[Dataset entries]
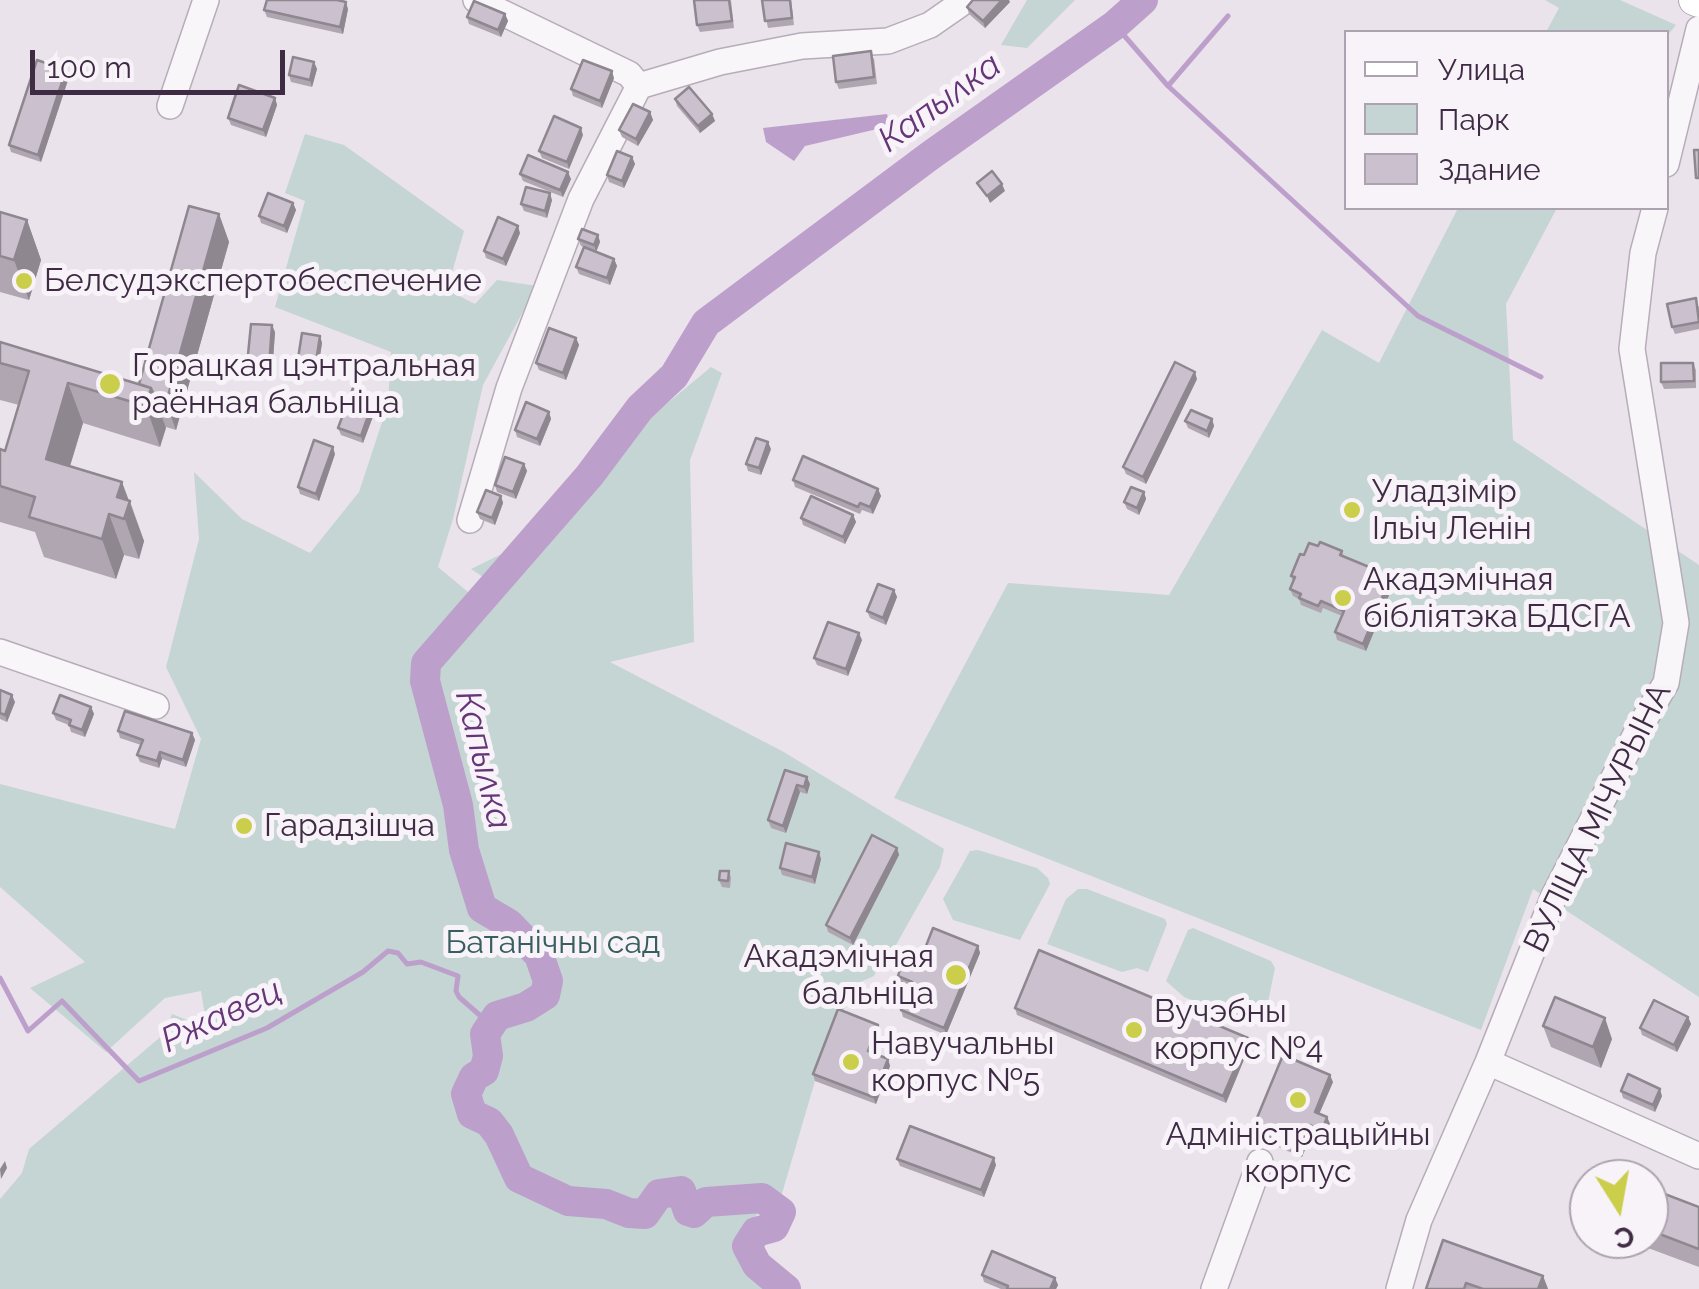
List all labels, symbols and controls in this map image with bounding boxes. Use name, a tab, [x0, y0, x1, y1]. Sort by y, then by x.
scale bar	[35, 30, 290, 92]
legend	[1344, 30, 1669, 210]
water label: Капылка	[870, 44, 1010, 162]
text: 100 m	[47, 50, 132, 85]
text: Улица	[1438, 52, 1525, 87]
text: Парк	[1438, 102, 1510, 137]
text: Здание	[1438, 152, 1541, 187]
place label: Белсудэкспертобеспечение	[44, 262, 482, 300]
marker: Белсудэкспертобеспечение	[13, 270, 35, 292]
place label: Горацкая цэнтральная раённая бальніца	[132, 347, 476, 422]
marker: Горацкая цэнтральная раённая бальніца	[97, 371, 123, 397]
place label: Уладзімір Ільіч Ленін	[1372, 473, 1532, 548]
marker: Уладзімір Ільіч Ленін	[1341, 499, 1363, 521]
place label: Акадэмічная бібліятэка БДСГА	[1363, 561, 1631, 636]
marker: Акадэмічная бібліятэка БДСГА	[1332, 587, 1354, 609]
street label: ВУЛІЦА МІЧУРЫНА	[1516, 677, 1680, 959]
water label: Капылка	[446, 686, 520, 834]
place label: Гарадзішча	[264, 807, 435, 845]
marker: Гарадзішча	[233, 815, 255, 837]
park label: Батанічны сад	[446, 924, 660, 962]
place label: Акадэмічная бальніца	[743, 938, 934, 1013]
marker: Акадэмічная бальніца	[943, 962, 969, 988]
water label: Ржавец	[155, 970, 289, 1062]
place label: Вучэбны корпус №4	[1154, 993, 1323, 1068]
marker: Вучэбны корпус №4	[1123, 1019, 1145, 1041]
place label: Навучальны корпус №5	[871, 1025, 1054, 1100]
marker: Навучальны корпус №5	[840, 1051, 862, 1073]
marker: Адміністрацыйны корпус	[1287, 1089, 1309, 1111]
place label: Адміністрацыйны корпус	[1166, 1116, 1430, 1191]
north arrow	[1569, 1159, 1669, 1259]
text: С	[1612, 1219, 1637, 1255]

= Exercise description =
The result should be an exact copy of every entry above, with no pictures included.

= Task solution =
List all labels, symbols and controls in this map image with bounding boxes. Use name, a tab, [x0, y0, x1, y1]. Sort by y, then by x.
scale bar	[35, 30, 290, 92]
legend	[1344, 30, 1669, 210]
water label: Капылка	[870, 44, 1010, 162]
text: 100 m	[47, 50, 132, 85]
text: Улица	[1438, 52, 1525, 87]
text: Парк	[1438, 102, 1510, 137]
text: Здание	[1438, 152, 1541, 187]
place label: Белсудэкспертобеспечение	[44, 262, 482, 300]
marker: Белсудэкспертобеспечение	[13, 270, 35, 292]
place label: Горацкая цэнтральная раённая бальніца	[132, 347, 476, 422]
marker: Горацкая цэнтральная раённая бальніца	[97, 371, 123, 397]
place label: Уладзімір Ільіч Ленін	[1372, 473, 1532, 548]
marker: Уладзімір Ільіч Ленін	[1341, 499, 1363, 521]
place label: Акадэмічная бібліятэка БДСГА	[1363, 561, 1631, 636]
marker: Акадэмічная бібліятэка БДСГА	[1332, 587, 1354, 609]
street label: ВУЛІЦА МІЧУРЫНА	[1516, 677, 1680, 959]
water label: Капылка	[446, 686, 520, 834]
place label: Гарадзішча	[264, 807, 435, 845]
marker: Гарадзішча	[233, 815, 255, 837]
park label: Батанічны сад	[446, 924, 660, 962]
place label: Акадэмічная бальніца	[743, 938, 934, 1013]
marker: Акадэмічная бальніца	[943, 962, 969, 988]
water label: Ржавец	[155, 970, 289, 1062]
place label: Вучэбны корпус №4	[1154, 993, 1323, 1068]
marker: Вучэбны корпус №4	[1123, 1019, 1145, 1041]
place label: Навучальны корпус №5	[871, 1025, 1054, 1100]
marker: Навучальны корпус №5	[840, 1051, 862, 1073]
marker: Адміністрацыйны корпус	[1287, 1089, 1309, 1111]
place label: Адміністрацыйны корпус	[1166, 1116, 1430, 1191]
north arrow	[1569, 1159, 1669, 1259]
text: С	[1612, 1219, 1637, 1255]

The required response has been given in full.